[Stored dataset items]
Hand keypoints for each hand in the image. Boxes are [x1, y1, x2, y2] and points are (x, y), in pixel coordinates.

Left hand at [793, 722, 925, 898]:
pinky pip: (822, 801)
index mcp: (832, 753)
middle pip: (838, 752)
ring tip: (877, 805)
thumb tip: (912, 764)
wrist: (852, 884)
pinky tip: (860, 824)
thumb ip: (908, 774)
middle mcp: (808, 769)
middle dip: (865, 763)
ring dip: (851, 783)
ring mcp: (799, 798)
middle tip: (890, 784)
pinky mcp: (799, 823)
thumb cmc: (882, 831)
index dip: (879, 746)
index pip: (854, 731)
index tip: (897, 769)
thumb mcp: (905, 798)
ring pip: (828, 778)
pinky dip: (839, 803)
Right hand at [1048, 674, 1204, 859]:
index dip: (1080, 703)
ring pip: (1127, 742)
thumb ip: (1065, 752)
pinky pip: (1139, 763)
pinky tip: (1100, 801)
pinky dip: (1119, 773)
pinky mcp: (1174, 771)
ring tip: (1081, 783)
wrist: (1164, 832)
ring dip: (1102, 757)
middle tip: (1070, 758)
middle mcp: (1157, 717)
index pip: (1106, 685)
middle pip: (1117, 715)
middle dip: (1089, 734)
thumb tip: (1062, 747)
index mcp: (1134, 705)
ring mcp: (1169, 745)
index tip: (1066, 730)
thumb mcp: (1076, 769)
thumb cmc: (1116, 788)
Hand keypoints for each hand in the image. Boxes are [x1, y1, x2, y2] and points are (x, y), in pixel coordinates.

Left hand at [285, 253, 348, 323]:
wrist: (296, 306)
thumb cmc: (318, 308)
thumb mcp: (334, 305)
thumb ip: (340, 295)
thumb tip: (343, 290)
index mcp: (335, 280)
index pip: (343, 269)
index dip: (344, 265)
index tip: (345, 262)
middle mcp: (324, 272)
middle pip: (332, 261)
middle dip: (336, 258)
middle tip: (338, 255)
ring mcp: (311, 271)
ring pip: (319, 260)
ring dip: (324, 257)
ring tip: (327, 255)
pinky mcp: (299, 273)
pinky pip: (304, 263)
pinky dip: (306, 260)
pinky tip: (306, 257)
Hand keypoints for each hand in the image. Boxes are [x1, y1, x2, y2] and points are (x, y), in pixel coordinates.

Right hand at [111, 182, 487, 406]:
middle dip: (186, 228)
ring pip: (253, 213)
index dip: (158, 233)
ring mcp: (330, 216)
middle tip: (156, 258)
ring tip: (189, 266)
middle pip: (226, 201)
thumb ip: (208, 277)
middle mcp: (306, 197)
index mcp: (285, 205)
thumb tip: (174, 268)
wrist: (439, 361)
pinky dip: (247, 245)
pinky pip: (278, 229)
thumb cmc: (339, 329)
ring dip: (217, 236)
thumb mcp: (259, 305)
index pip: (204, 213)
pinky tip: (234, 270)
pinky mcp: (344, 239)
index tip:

**What is expected**:
All of the data above should be duplicated exactly.

**Exercise answer**:
Hand keypoints for each hand in the image. Boxes are [x1, y1, x2, y2] and points are (x, y), in pixel coordinates.

Left hand at [793, 722, 925, 898]:
pinky pip: (822, 801)
index mcp: (832, 753)
middle pip: (838, 752)
ring tip: (877, 805)
thumb tip: (912, 764)
wrist: (852, 884)
pinky tip: (860, 824)
thumb ip: (908, 774)
middle mcp: (808, 769)
middle dip: (865, 763)
ring dip: (851, 783)
ring mcp: (799, 798)
middle tip: (890, 784)
pinky mcp: (799, 823)
thumb cmc: (882, 831)
index dip: (879, 746)
index pip: (854, 731)
index tip: (897, 769)
thumb mcp: (905, 798)
ring pip: (828, 778)
pinky dip: (839, 803)
Right hand at [1048, 674, 1204, 859]:
index dip: (1080, 703)
ring pip: (1127, 742)
thumb ip: (1065, 752)
pinky pip: (1139, 763)
pinky tip: (1100, 801)
pinky dip: (1119, 773)
pinky mcp: (1174, 771)
ring tip: (1081, 783)
wrist: (1164, 832)
ring dip: (1102, 757)
middle tip: (1070, 758)
middle mcp: (1157, 717)
index pip: (1106, 685)
middle pip: (1117, 715)
middle dip: (1089, 734)
thumb tip: (1062, 747)
index mcp: (1134, 705)
ring mcp: (1169, 745)
index tip: (1066, 730)
thumb mcp: (1076, 769)
thumb cmc: (1116, 788)
Hand keypoints for each hand in the image. Boxes are [x1, y1, x2, y2] and points are (x, y), in pixel coordinates.

Left hand at [285, 253, 348, 323]:
wrist: (296, 306)
thumb cmc: (318, 308)
thumb mcp: (334, 305)
thumb ip: (340, 295)
thumb tip: (343, 290)
index mcp: (335, 280)
index pip: (343, 269)
index dip: (344, 265)
index tip: (345, 262)
middle mcp: (324, 272)
middle pip: (332, 261)
middle dip: (336, 258)
middle tip: (338, 255)
ring mcp: (311, 271)
ring pip: (319, 260)
ring dip: (324, 257)
ring tip: (327, 255)
pinky mcp: (299, 273)
pinky pip: (304, 263)
pinky dip: (306, 260)
pinky tip: (306, 257)
Hand keypoints for each hand in the image. Boxes are [x1, y1, x2, y2] and points are (x, y), in pixel coordinates.

Right hand at [111, 182, 487, 406]:
middle dip: (186, 228)
ring pip: (253, 213)
index dip: (158, 233)
ring mcp: (330, 216)
middle tip: (156, 258)
ring tip: (189, 266)
middle pip: (226, 201)
thumb ip: (208, 277)
middle mcp: (306, 197)
index mcp: (285, 205)
thumb tip: (174, 268)
wrist: (439, 361)
pinky dip: (247, 245)
pinky pip: (278, 229)
thumb cmc: (339, 329)
ring dip: (217, 236)
thumb mcp: (259, 305)
index pip: (204, 213)
pinky tip: (234, 270)
pinky mcp: (344, 239)
index tip:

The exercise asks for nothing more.